Jeff Clements (born 1962) is an American attorney, author, and the co-founder and CEO of American Promise.  He is the author of Corporations Are Not People: Reclaiming Democracy From Big Money And Global Corporations. Since 2010, he has been one of the chief advocates for a 28th Amendment to overturn Citizens United v. FEC and allow the U.S. Congress and states to set reasonable limits on campaign spending in U.S. Elections.

Early life and education
Clements majored in Government at Colby College, graduating in 1984, he obtained his J.D. from Cornell Law School in 1988, graduating Magna Cum Laude.

Legal career
Hired by Massachusetts Attorney General Scott Harshbarger in 1996, Clements served as Assistant Attorney General of Massachusetts from 1996 to 2000 where he worked on Investigations and enforcement of deceptive trade practices, antitrust, and consumer protection laws.
Starting in 2006, Clements served as the Assistant Attorney General and Chief of the Public Protection Bureau in Massachusetts. In private practice, Jeff has been a partner at Mintz Levin in Boston, and in his own firm.

Advocacy work

In 2009, as a private attorney, Clements represented several public interest organizations with a U.S. Supreme Court amicus brief in the Citizens United case. Clements argued: "[w]hether or not the Supreme Court's decision in Citizens United explicitly addresses 'corporate rights' under the Constitution, a holding that overrules Austin and McConnell would rest on the remarkable - and erroneous - assumption that the Constitution provides corporations with First Amendment and Fourteenth Amendment rights equivalent to those of people for purposes of political expenditures." 

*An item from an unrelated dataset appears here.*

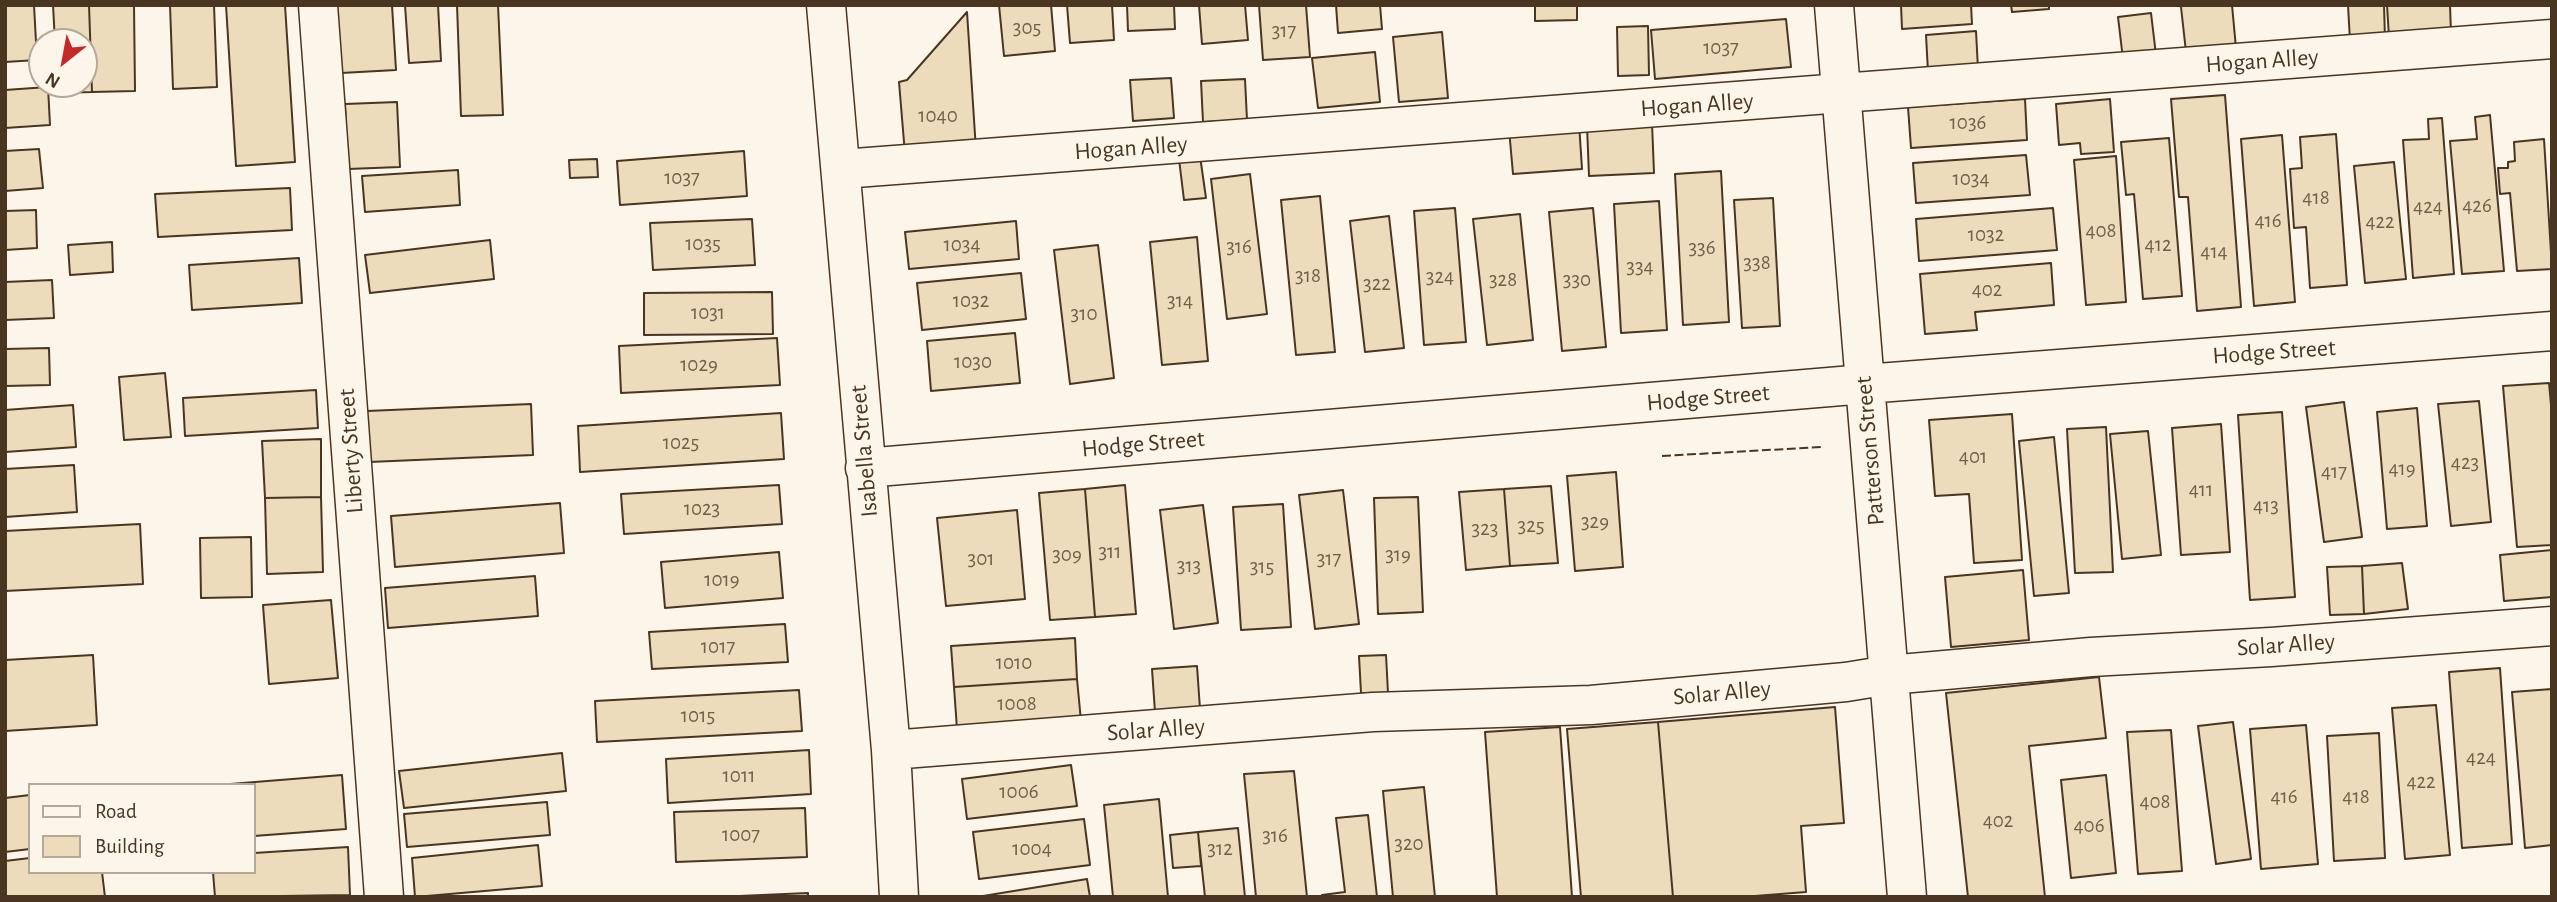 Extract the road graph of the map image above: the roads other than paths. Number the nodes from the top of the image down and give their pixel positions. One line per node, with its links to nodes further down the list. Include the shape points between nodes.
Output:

Following the U.S. Supreme Court ruling in Citizens United v. FEC, Clements and John Bonifaz founded Free Speech For People in 2010 to advocate for a 28th Amendment to overturn the Courts controversial 5–4 ruling.

In 2012, Jeff co-founded Whaleback Partners LLC, provides accessible start-up funding for farmers and businesses engaged in local, sustainable agriculture.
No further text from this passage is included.